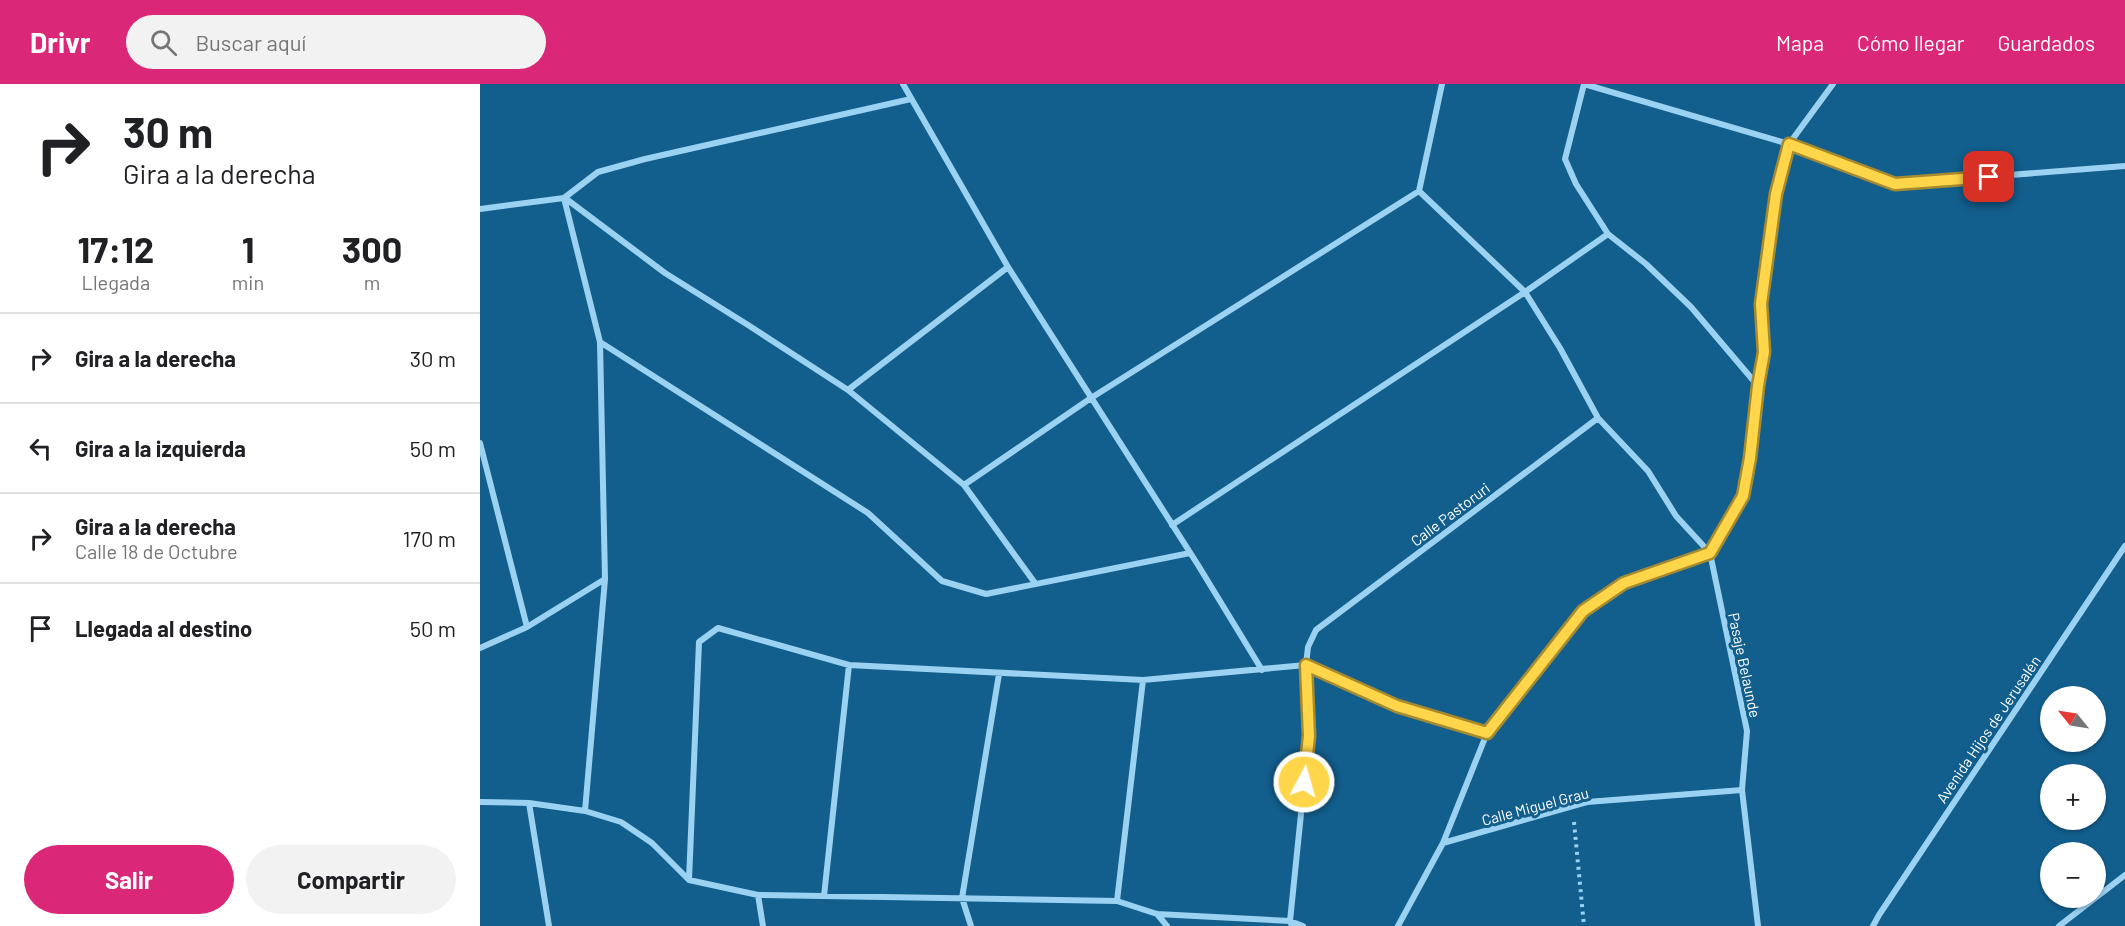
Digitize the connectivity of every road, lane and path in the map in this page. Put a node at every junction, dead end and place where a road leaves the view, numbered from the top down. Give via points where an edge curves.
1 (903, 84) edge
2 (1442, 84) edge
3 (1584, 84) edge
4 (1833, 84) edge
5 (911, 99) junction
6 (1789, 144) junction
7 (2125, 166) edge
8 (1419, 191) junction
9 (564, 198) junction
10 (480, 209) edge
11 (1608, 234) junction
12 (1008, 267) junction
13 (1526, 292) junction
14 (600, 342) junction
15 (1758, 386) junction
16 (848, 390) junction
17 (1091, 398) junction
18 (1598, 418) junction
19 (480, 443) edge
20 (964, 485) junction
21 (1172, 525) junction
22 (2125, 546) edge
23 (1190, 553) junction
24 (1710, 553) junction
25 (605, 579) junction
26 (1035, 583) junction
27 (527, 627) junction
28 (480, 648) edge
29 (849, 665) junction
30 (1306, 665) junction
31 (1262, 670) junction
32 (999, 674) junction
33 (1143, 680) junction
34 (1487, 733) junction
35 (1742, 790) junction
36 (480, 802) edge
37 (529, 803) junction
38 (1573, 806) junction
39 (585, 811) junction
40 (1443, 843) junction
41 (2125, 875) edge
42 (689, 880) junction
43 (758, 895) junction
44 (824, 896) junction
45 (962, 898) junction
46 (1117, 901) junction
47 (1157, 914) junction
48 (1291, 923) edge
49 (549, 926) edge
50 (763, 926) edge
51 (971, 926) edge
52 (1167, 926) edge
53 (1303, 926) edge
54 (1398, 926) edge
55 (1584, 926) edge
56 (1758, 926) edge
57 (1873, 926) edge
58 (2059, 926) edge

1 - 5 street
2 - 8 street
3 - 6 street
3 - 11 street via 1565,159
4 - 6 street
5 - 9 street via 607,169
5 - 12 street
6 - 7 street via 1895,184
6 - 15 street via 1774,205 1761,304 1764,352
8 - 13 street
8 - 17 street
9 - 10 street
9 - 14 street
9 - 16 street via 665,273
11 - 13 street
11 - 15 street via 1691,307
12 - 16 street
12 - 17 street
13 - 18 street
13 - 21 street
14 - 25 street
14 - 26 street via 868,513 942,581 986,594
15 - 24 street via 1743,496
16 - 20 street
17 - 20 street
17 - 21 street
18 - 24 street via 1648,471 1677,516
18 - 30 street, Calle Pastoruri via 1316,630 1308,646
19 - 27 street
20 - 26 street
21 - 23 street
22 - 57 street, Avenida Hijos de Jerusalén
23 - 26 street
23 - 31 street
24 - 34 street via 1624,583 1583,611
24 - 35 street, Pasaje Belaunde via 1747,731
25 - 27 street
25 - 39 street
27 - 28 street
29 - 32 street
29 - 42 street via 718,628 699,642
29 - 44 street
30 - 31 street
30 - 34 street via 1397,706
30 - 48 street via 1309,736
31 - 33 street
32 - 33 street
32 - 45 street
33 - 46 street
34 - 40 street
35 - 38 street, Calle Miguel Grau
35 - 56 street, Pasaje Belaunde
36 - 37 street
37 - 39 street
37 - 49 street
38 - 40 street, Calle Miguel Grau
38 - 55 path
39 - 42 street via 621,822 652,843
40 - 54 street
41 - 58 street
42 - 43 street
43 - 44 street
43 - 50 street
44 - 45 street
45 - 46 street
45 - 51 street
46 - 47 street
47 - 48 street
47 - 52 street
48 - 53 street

__Work task__
Copy each line above holding "Miguel".

__Expected answer__
35 - 38 street, Calle Miguel Grau
38 - 40 street, Calle Miguel Grau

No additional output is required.